Nate Silver's FiveThirtyEight (Image: Supplied)

After yet another polling miss, is it time to ask: what’s their point? Have they just become a journalistic bulk-weight, filling up space, drawing attention, taking up time?

Sure. They retain their value as emotional insurance in an age of uncertainty. Better than a psychiatrist, really. Over the past year, they’ve soothed the world that everything would be OK, that as Joe Biden says repeatedly, “America is better than this”.

They’re like modern morality plays, bulking out the media product with comfort readers crave. No wonder media outlets here and around the world are keen to put their brands on them and pay the cost.

Worried about Donald Trump, climate change, COVID-19 lockdowns? No problem: so, it seems, is everyone else. It’s sure to work out.

Polls — even this week in the US — are not necessarily “wrong” about what they’re measuring. Biden’s popular vote margin probably will end up around the average forecast of 6-7% with an electoral college vote at Obama levels.

But even when they’re “right” at the national level, they’re wrong at the local or fragmented level where journalists need to tell the story. They encouraged a binary understanding, in this case, of the US and Trump. But they miss the underlying reality that the election exposes: just about no one has changed their mind.

Over the past four years, older voters have died, younger voters have turned 18, people move, voting has become harder in some places and easier in others. Shake it all up, and the needle shifts. Journalists will now turn that accidental outcome into a new collective wisdom about America.

Future polls will shape — and be shaped by — that new wisdom. They’ll be weaponised into political conflict as they have been in Australia. (Remember the 30 consecutive Newspolls test that doomed both Abbott and Turnbull?)

Polling misses also cost real money: just this past month, billionaire Mike Bloomberg threw $100 million into Florida off the back of positive Biden polls. Lucky he can afford it.

After each miss, polls are reshaped in an attempt to catch the falling knife of social change. After the 2016 US presidential election, pollsters started weighting by education to reflect the emerging bifurcation between educated and uneducated white voters, long after Trump had intuited it. (“We love the uneducated,” as he crowed early in the 2016 campaign.)

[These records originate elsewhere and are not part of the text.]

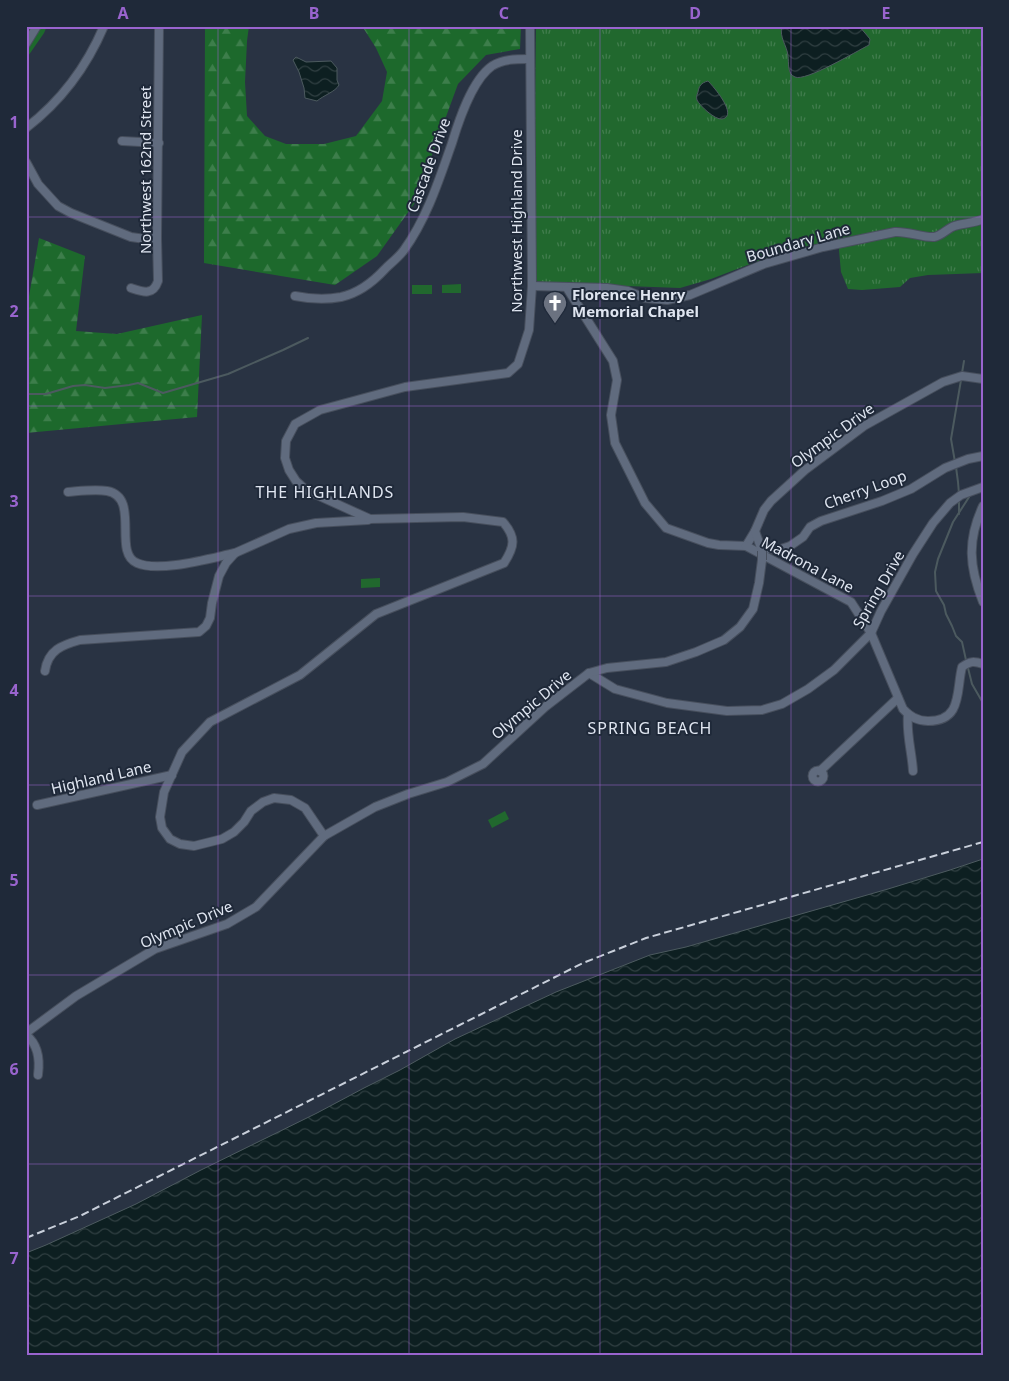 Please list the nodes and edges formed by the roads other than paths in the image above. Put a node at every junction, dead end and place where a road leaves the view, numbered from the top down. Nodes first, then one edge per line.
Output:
1 (38, 26) edge
2 (104, 26) edge
3 (159, 26) edge
4 (530, 26) edge
5 (26, 44) edge
6 (529, 59) junction
7 (26, 128) edge
8 (122, 141) dead end
9 (159, 144) junction
10 (26, 162) edge
11 (983, 219) edge
12 (157, 238) junction
13 (532, 286) junction
14 (131, 288) dead end
15 (567, 288) junction
16 (295, 296) dead end
17 (983, 379) edge
18 (983, 456) edge
19 (983, 487) edge
20 (68, 492) dead end
21 (983, 506) edge
22 (370, 519) junction
23 (755, 531) junction
24 (746, 546) junction
25 (761, 550) junction
26 (235, 553) junction
27 (983, 602) edge
28 (871, 633) junction
29 (983, 664) edge
30 (45, 671) dead end
31 (589, 673) junction
32 (898, 698) junction
33 (908, 714) junction
34 (820, 771) dead end
35 (913, 771) dead end
36 (172, 775) junction
37 (37, 805) dead end
38 (324, 836) junction
39 (26, 1034) edge
40 (38, 1075) dead end

1 - 5 street
2 - 7 street
3 - 9 street, Northwest 162nd Street
4 - 6 street, Northwest Highland Drive
6 - 13 street, Northwest Highland Drive
6 - 16 street, Cascade Drive
8 - 9 street
9 - 12 street, Northwest 162nd Street
10 - 12 street
11 - 15 street, Boundary Lane
12 - 14 street, Northwest 162nd Street
13 - 15 street, Boundary Lane
13 - 22 street, Northwest Highland Drive
15 - 24 street
17 - 23 street, Olympic Drive
18 - 25 street, Cherry Loop
19 - 28 street, Spring Drive
20 - 26 street
21 - 27 street
22 - 26 street
22 - 36 street, Northwest Highland Drive
23 - 24 street
23 - 25 street, Olympic Drive
24 - 28 street, Madrona Lane
25 - 31 street, Olympic Drive, bridge
26 - 30 street
28 - 31 street, Spring Drive
28 - 32 street
29 - 33 street
31 - 38 street, Olympic Drive
32 - 33 street
32 - 34 street
33 - 35 street
36 - 37 street, Highland Lane
36 - 38 street, Northwest Highland Drive
38 - 39 street, Olympic Drive
39 - 40 street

But polls are getting worse, not better, because society is becoming worse — more fragmented, less social. Pollsters are increasingly reliant on weighting of more and more shifting social groups divided by gender, race, class and age and less on the input from a diminishing number of people who actually talk to them — about 8% in the US this year.

Blame the internet: once, home landline phones were ubiquitous and inquisitive pollsters were rare. Now, it’s the other way around. Blame people: they know the game and come up with answers they think are “correct”, taking their cue on issues from what their political representatives say.

In the media, political journalists and forecasters have been adapting in a to-and-fro between reality and the polling house of mirrors. There’s the more-is-better approach of polling aggregators, like Real Clear Politics. These end up both played with rubbish polls (garbage in, garbage out) and encourage pollsters to herd around acceptable differences.

The wisdom of betting markets was thought to be a useful substitute. But without any insider knowledge, these have become just another derivative of polls. Their conservate bias also shows a wish-casting by people with more money than cool judgement.

The latest attempt to breathe life back into polls is probabilistic forecasting, most famously the FiveThirtyEight model of Nate Silver or The New York TimesUpShot. These forecasts mesh the tools of polling and betting (and investment) markets to determine how “likely” particular outcomes are.

They more properly grasp uncertainty. But it’s unlikely that they’re read that way. Silver is recognised for predicting Trump had a 30% chance in 2016. Bookmakers gave Queensland about the same chance of winning the State of Origin last night, and no one considers that a correct call..

In a more sober approach to public opinion, the worst outcome will be a journalistic reliance on feelings (aka, the pub test). Polls saved the media from that once before.

Rather, journalists have to give up trying to guess what’s going to happen in rare frequency events (like elections) and focus more on reporting the diverse and changing society that’s happening in front of us right now.